» WHAT NEEDS TO BE DONE
Check each line of the material below for the word "junction". State how many lines have it, and nothing more.

Top of PROVIDED MATERIAL

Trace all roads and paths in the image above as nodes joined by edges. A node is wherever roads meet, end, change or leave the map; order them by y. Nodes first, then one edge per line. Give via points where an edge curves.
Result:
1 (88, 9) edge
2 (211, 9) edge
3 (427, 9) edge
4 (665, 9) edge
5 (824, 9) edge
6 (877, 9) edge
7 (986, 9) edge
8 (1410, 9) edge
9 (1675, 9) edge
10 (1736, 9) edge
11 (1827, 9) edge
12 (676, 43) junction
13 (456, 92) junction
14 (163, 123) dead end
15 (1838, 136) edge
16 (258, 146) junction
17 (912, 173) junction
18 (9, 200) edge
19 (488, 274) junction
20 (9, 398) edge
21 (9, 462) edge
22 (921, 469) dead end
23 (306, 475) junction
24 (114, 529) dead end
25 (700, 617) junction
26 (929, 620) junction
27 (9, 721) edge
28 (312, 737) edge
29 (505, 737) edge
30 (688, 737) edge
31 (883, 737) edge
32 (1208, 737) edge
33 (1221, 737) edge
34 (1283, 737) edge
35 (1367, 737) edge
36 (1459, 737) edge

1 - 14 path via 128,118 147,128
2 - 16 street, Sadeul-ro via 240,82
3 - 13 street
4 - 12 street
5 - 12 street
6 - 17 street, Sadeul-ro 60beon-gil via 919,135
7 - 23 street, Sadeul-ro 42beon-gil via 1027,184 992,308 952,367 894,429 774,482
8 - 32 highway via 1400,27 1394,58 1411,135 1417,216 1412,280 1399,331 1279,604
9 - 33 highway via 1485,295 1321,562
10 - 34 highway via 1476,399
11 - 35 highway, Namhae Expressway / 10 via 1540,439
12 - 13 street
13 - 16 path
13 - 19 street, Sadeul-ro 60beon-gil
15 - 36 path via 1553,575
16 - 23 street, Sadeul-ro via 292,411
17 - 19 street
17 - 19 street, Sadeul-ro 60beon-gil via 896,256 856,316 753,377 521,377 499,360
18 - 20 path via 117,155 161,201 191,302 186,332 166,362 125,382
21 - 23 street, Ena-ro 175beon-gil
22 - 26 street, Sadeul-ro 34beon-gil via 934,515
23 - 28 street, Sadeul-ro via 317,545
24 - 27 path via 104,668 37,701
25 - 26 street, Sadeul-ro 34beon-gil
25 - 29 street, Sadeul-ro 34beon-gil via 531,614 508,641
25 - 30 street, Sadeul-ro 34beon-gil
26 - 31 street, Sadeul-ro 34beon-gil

Bottom of PROVIDED MATERIAL

» WORKED SOLUTION
8